ASTENIA PRIMAVERAL

Todo empezó con un arma de fuego. Mi amigo Alberto me informó: «Estoy tan cansado de vivir que ya cargué la pistola para pegarme un tiro.» Lo dijo con tal seriedad que me sentí responsable de su suerte. Por ventura, agregó en tono tranquilizador: «No va a pasar nada: tengo tan mala memoria que nunca recuerdo dónde dejé la pistola. Cada vez que me quiero suicidar tardo horas en hallarla y cuando la encuentro, ya no sé para qué la quería.»

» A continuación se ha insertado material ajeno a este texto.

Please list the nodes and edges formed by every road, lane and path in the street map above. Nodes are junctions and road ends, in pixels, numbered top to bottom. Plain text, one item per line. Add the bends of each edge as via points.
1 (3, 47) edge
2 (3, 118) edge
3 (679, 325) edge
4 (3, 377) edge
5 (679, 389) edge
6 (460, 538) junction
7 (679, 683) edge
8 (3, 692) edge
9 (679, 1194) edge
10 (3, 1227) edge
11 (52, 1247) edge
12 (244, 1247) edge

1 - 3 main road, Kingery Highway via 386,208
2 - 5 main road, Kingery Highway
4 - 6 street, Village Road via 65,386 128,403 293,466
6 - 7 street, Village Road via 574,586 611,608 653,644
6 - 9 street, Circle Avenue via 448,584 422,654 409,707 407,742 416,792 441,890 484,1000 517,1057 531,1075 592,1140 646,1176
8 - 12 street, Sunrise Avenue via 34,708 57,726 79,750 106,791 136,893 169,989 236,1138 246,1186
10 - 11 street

Aunque no es muy reconfortante saber que un amigo sigue con vida sólo porque no se ha atado un lazo en el dedo para recordar que debe suicidarse, tomé el asunto como otra muestra del humor negro de Alberto.

Poco después me encontré a Karla en el mercado. No llevaba carrito y recorría los pasillos. Ninguna mercancía parecía interesarle. Sostenía una lata de Coca-Cola y tomaba sorbos pequeños, como quien bebe una medicina.

La sociedad de consumo es un lugar persecutorio en el que comer un yogur en un pasillo público desprestigia. No importa que luego lo pagues en la caja y tires el envase en la basura que no es biodegradable. Karla es una persona entusiasta y organizada; sin embargo, parecía al margen de sí misma. «Me bajó el azúcar», comentó, como si estuviera hecha de caramelo y fuera a disolverse.

A una cuadra del supermercado hay una farmacia donde te regalan un globo si te tomas la presión. Propuse que fuéramos ahí. Abandoné mi carrito y pagamos la Coca-Cola. En la farmacia recibimos una terapia de shock. El corazón de Karla estaba en condición olímpica. Sin embargo, lo que en verdad la tranquilizó fue compararse con la empleada que la atendió, una mujer de ojos hinchados y llorosos, con el rictus de quien teme sufrir un ataque si deja de hacer gestos. Toda la movilidad se concentraba en su rostro. Luego buscaba las medicinas con la lentitud de quien lleva una bata de concreto. Le pregunté si se sentía bien y contestó: «Me tomé dos bufferines con el tamal.» No dijo «un tamal» sino «el tamal», como si fuese prescriptivo (por los resultados, podíamos suponer que también era tóxico). Pocas cosas alivian tan rápido como ser atendido por alguien más enfermo que tú. Cuando nos despedimos, Karla lucía repuesta.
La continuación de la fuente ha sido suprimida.